The data
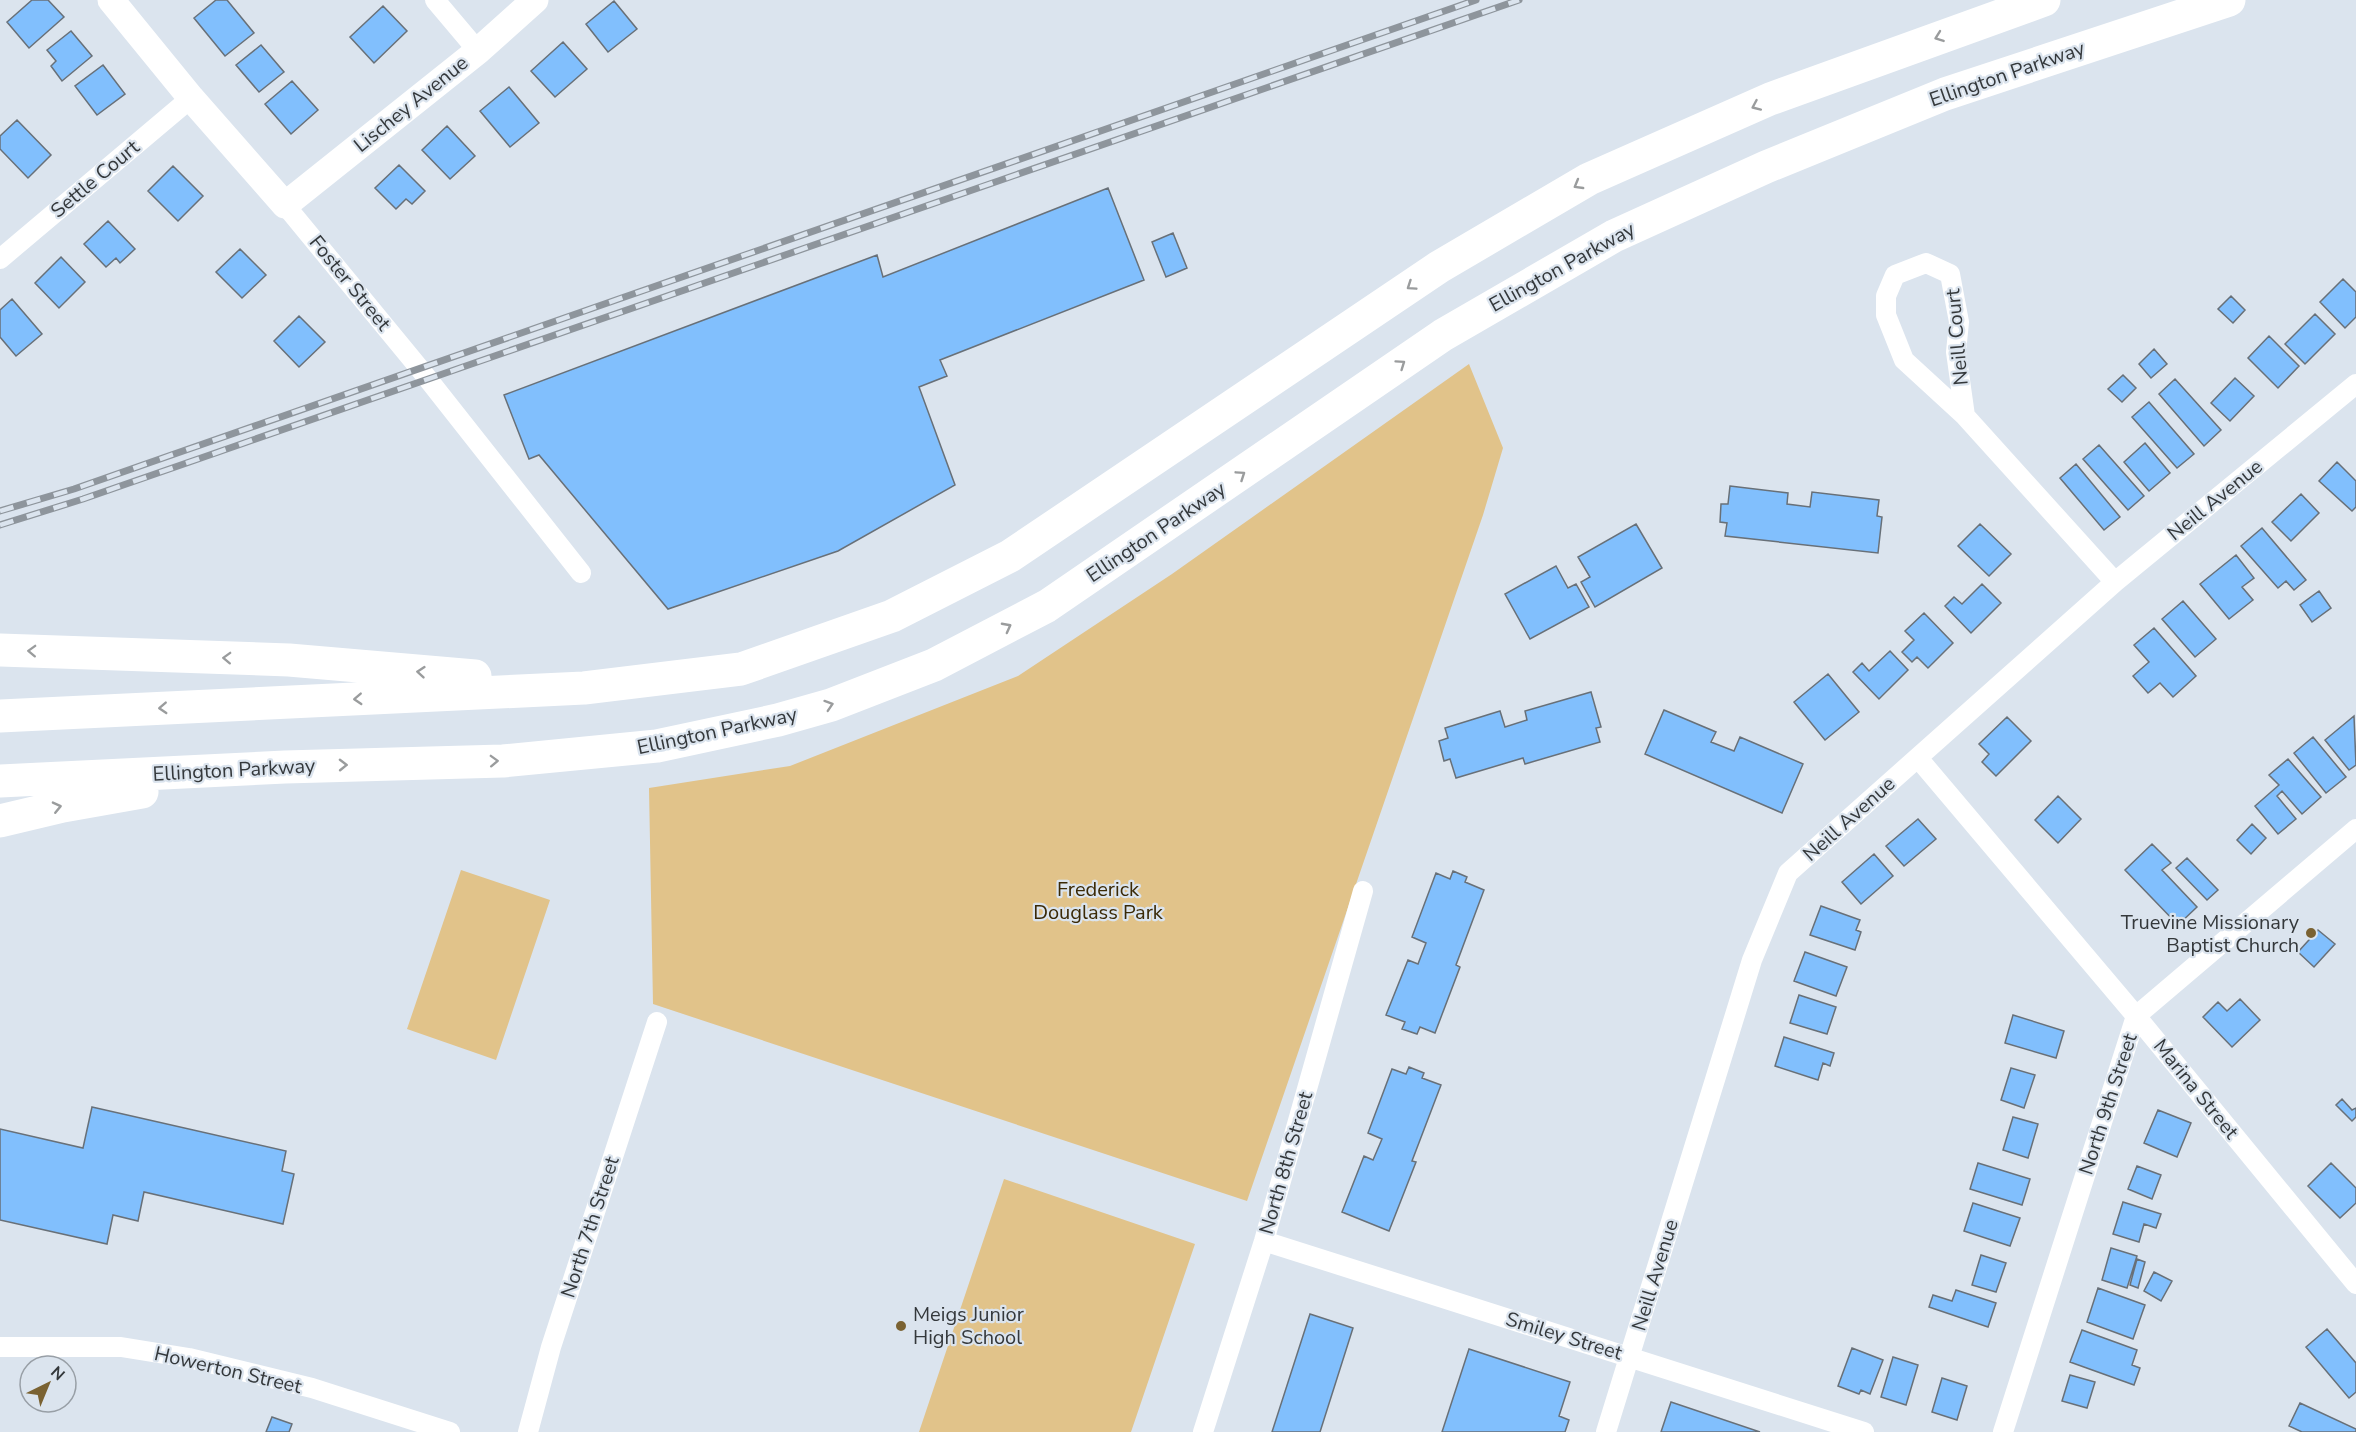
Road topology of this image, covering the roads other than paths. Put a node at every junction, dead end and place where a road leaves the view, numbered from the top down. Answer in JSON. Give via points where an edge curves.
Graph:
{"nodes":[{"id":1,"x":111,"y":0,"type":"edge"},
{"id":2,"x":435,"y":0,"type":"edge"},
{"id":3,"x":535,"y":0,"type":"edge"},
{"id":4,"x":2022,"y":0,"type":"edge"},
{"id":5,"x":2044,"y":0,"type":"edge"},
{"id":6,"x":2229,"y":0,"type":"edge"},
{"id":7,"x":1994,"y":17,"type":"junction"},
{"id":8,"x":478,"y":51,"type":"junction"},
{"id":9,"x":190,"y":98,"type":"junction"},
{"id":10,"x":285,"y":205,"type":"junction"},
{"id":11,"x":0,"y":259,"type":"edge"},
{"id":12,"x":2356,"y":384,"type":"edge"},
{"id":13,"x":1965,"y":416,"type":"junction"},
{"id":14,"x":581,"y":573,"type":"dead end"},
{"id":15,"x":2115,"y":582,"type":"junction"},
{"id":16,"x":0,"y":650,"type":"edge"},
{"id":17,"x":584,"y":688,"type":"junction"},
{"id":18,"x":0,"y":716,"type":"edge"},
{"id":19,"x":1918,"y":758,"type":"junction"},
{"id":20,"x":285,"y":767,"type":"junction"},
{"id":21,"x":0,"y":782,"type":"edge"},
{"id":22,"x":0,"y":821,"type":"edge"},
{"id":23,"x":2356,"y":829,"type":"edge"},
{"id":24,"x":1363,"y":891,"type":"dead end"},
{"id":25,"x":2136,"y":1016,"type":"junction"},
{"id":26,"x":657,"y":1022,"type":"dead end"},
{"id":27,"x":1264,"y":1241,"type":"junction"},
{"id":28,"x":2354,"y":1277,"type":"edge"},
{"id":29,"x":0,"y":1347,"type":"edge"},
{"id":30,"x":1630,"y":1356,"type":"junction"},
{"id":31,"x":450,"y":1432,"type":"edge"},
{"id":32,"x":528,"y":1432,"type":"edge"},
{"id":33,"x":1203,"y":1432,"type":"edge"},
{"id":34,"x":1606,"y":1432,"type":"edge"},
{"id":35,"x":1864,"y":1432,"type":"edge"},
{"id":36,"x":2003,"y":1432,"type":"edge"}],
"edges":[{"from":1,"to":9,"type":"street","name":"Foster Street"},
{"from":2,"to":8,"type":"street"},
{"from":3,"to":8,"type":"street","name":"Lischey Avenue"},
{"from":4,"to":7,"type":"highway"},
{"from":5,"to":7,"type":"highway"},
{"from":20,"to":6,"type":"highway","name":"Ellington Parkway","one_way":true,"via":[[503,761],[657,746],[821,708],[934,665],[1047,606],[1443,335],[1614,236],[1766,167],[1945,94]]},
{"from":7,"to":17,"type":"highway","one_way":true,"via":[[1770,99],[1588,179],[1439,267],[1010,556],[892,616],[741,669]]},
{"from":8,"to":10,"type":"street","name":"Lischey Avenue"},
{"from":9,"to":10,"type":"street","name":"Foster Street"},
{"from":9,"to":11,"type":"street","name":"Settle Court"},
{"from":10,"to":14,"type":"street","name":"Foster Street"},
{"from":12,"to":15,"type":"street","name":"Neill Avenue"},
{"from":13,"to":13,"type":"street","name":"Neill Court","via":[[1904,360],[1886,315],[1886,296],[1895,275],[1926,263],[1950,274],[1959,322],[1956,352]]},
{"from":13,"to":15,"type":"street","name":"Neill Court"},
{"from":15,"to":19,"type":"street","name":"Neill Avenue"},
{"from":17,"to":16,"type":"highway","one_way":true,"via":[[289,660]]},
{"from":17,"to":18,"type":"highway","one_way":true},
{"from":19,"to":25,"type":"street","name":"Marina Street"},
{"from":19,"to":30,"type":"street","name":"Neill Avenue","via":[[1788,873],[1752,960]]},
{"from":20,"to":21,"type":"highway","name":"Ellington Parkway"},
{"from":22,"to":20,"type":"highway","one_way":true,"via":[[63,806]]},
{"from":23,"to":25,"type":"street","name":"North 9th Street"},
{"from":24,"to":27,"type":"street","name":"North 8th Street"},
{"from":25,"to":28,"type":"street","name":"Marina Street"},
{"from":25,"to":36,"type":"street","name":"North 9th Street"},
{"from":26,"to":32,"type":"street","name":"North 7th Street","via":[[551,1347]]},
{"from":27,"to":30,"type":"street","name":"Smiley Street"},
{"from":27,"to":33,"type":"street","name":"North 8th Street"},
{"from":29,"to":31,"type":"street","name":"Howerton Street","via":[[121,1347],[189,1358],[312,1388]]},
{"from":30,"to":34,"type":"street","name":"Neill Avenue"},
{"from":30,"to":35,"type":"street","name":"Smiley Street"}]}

What to work on
Among the records above, which lines hold the word "Avenue"? Copy each one.

Answer space
{"from":3,"to":8,"type":"street","name":"Lischey Avenue"},
{"from":8,"to":10,"type":"street","name":"Lischey Avenue"},
{"from":12,"to":15,"type":"street","name":"Neill Avenue"},
{"from":15,"to":19,"type":"street","name":"Neill Avenue"},
{"from":19,"to":30,"type":"street","name":"Neill Avenue","via":[[1788,873],[1752,960]]},
{"from":30,"to":34,"type":"street","name":"Neill Avenue"},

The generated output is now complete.